## [Task brief]
Should any entry hold a picture, omit that picture and copy the rest of the entry exactly.

-- Records for processing follows --

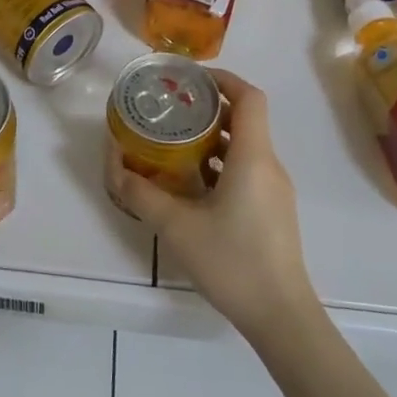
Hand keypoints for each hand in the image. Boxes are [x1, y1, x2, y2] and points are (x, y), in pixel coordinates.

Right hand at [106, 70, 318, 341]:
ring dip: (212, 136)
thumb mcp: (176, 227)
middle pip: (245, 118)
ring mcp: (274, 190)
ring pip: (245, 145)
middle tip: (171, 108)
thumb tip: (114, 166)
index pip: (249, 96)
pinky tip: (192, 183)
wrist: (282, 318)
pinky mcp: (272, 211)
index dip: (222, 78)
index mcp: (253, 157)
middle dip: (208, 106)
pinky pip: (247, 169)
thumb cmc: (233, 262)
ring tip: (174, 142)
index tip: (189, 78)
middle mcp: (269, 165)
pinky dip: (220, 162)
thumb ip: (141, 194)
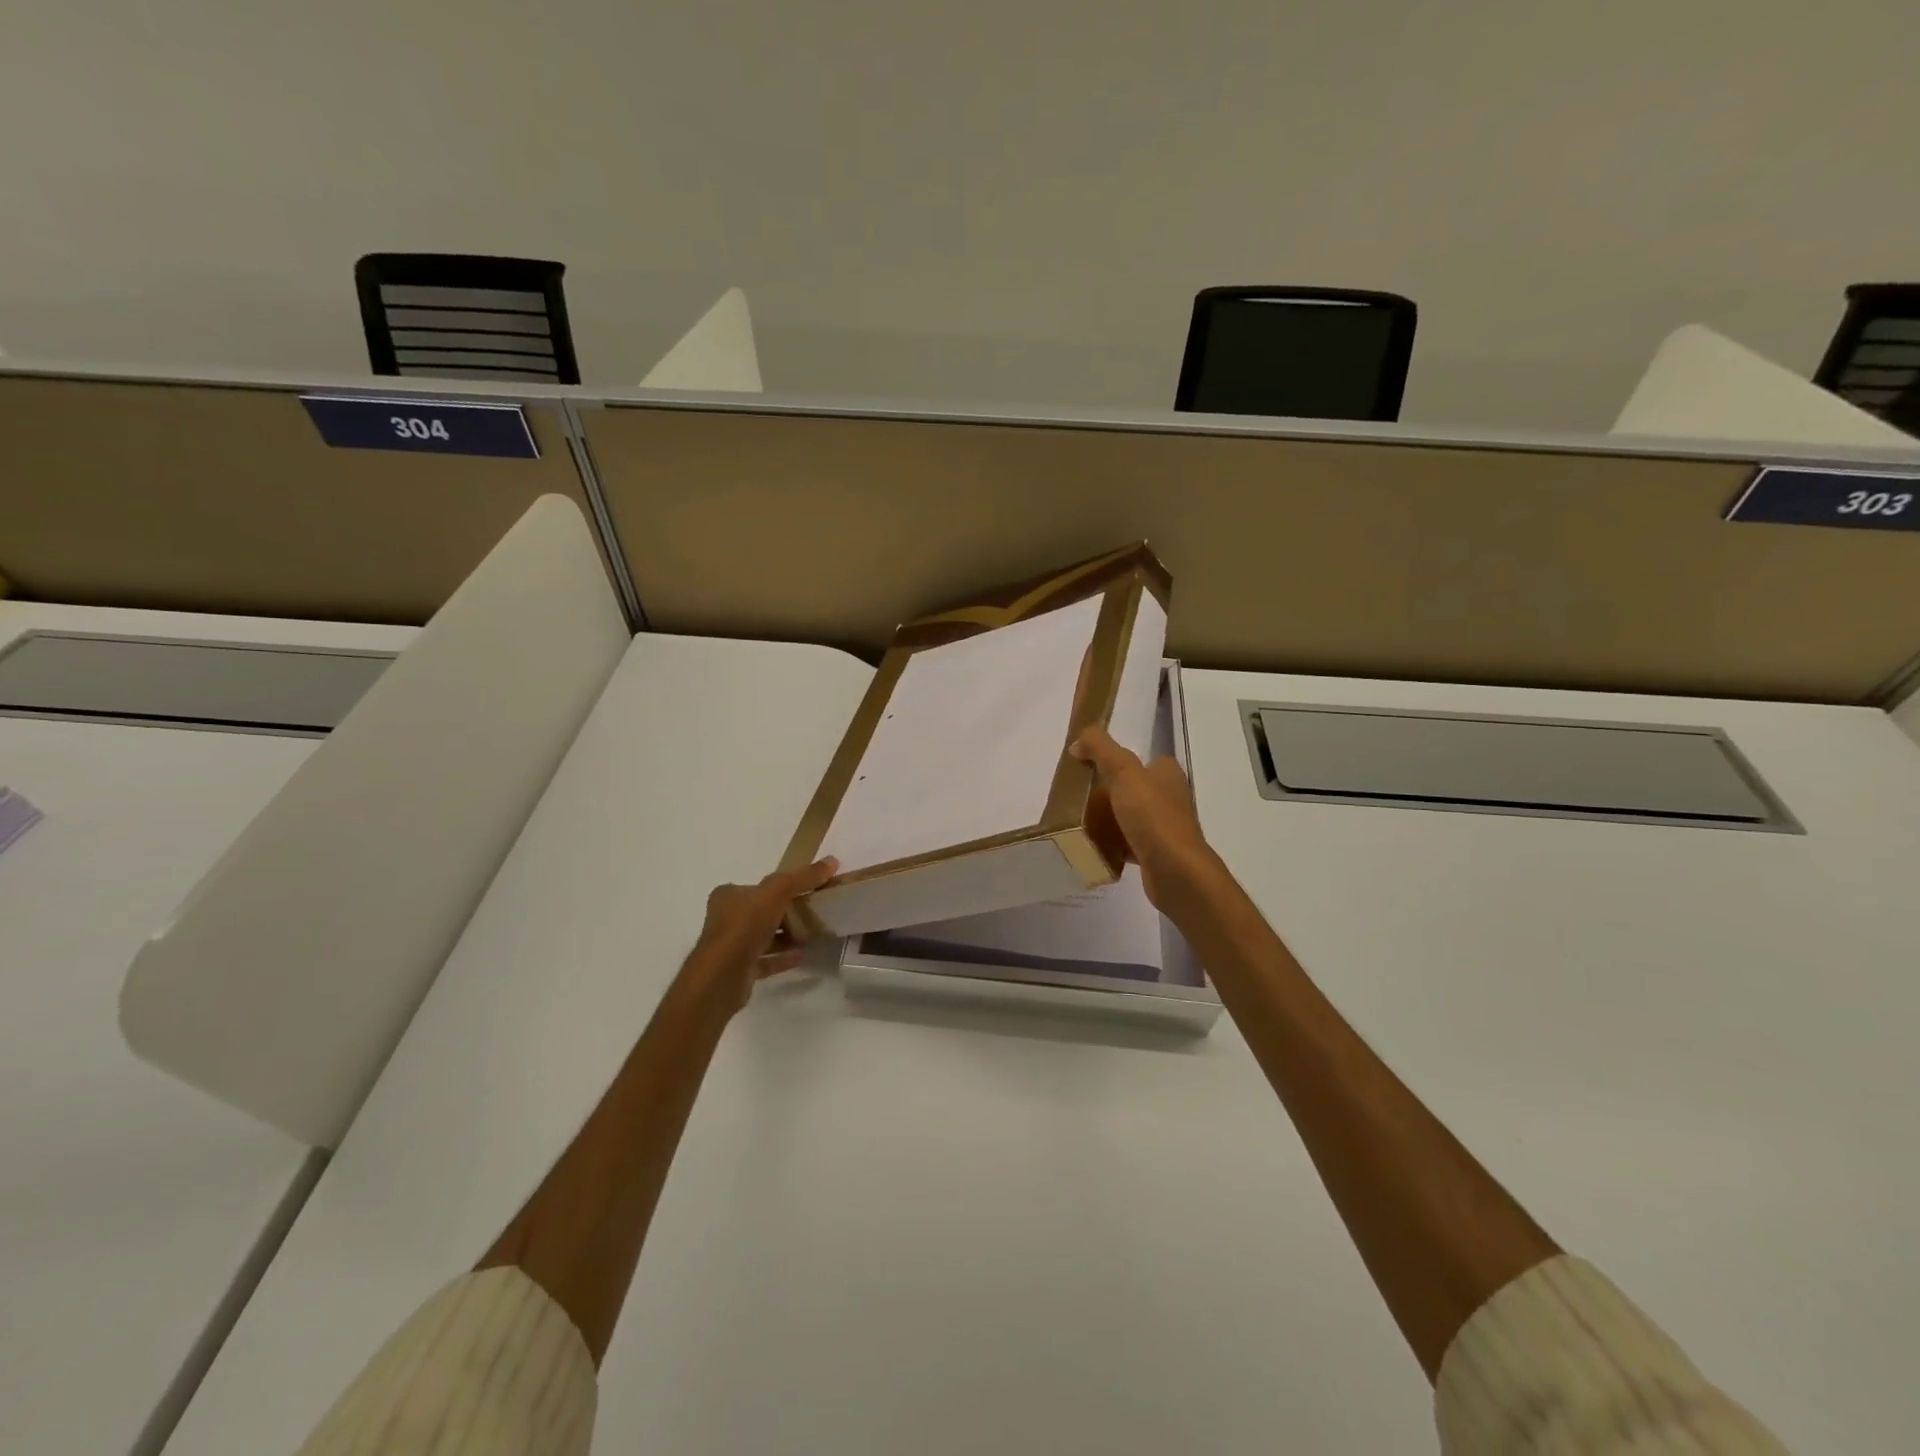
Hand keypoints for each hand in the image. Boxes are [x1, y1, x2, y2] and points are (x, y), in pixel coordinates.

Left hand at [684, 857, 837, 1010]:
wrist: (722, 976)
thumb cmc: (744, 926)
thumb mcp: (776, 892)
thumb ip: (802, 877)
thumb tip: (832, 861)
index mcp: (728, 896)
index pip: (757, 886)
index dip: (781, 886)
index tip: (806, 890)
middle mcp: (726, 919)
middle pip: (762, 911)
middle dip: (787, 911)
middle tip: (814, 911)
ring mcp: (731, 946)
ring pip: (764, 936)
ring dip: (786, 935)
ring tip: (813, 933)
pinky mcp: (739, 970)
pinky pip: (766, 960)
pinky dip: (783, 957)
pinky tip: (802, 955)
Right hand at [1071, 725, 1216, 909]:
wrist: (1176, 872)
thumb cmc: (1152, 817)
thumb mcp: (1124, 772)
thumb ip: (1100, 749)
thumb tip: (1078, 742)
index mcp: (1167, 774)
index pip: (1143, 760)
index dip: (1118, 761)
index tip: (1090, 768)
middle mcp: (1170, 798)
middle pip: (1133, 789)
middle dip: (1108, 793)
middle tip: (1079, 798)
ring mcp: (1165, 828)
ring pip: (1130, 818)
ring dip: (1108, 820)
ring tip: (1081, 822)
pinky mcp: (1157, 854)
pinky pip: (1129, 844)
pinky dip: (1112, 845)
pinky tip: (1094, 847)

-- Records for processing concluded --

## [Result]
Hand keypoints for each hand in the image. Boxes are [x1, y1, x2, y2] and points are (x, y), in pixel coordinates.

Right hand at [106, 70, 318, 341]:
ring dip: (212, 136)
thumb mcp: (176, 227)
middle pip: (245, 118)
ring mcp: (274, 190)
ring pip: (245, 145)
middle tip: (171, 108)
thumb tip: (114, 166)
index pip: (249, 96)
pinky tip: (192, 183)
wrist: (282, 318)
pinky mcp: (272, 211)
index dip: (222, 78)
index mcp: (253, 157)
middle dip: (208, 106)
pinky pip: (247, 169)
thumb cmc: (233, 262)
ring tip: (174, 142)
index tip: (189, 78)
middle mcp: (269, 165)
pinky dip: (220, 162)
thumb ip: (141, 194)
Hand keypoints for each hand in the image. Boxes are [x1, y1, x2, y2] and points are (x, y), in pixel coordinates.

Left hand at [684, 857, 837, 1010]:
wrist: (722, 976)
thumb cmc: (744, 926)
thumb mcp: (776, 892)
thumb ip: (802, 877)
thumb tip: (832, 861)
index mcp: (728, 896)
index pip: (757, 886)
index dip: (781, 886)
index tip: (806, 890)
middle mcp: (726, 919)
middle pip: (762, 911)
middle dip: (787, 911)
middle tip: (814, 911)
ring mcp: (731, 946)
ring pip: (764, 936)
ring dip: (786, 935)
ring tip: (813, 933)
pinky mcp: (739, 970)
pinky pip: (766, 960)
pinky dip: (783, 957)
pinky tip: (802, 955)
Right hand at [1071, 725, 1216, 909]:
wrist: (1176, 872)
thumb cmc: (1152, 817)
thumb mcp: (1124, 772)
thumb ip: (1100, 749)
thumb tip: (1078, 742)
index mcp: (1167, 774)
index pip: (1143, 760)
index dip: (1118, 761)
index tip: (1090, 768)
middle mcp: (1170, 798)
middle pip: (1133, 789)
middle dip: (1108, 793)
middle tip: (1079, 798)
ring mcp: (1165, 828)
ring pip: (1130, 818)
ring dip: (1108, 820)
ring tip: (1081, 822)
pinky mcp: (1157, 854)
pinky pip: (1129, 844)
pinky dip: (1112, 845)
pinky tip: (1094, 847)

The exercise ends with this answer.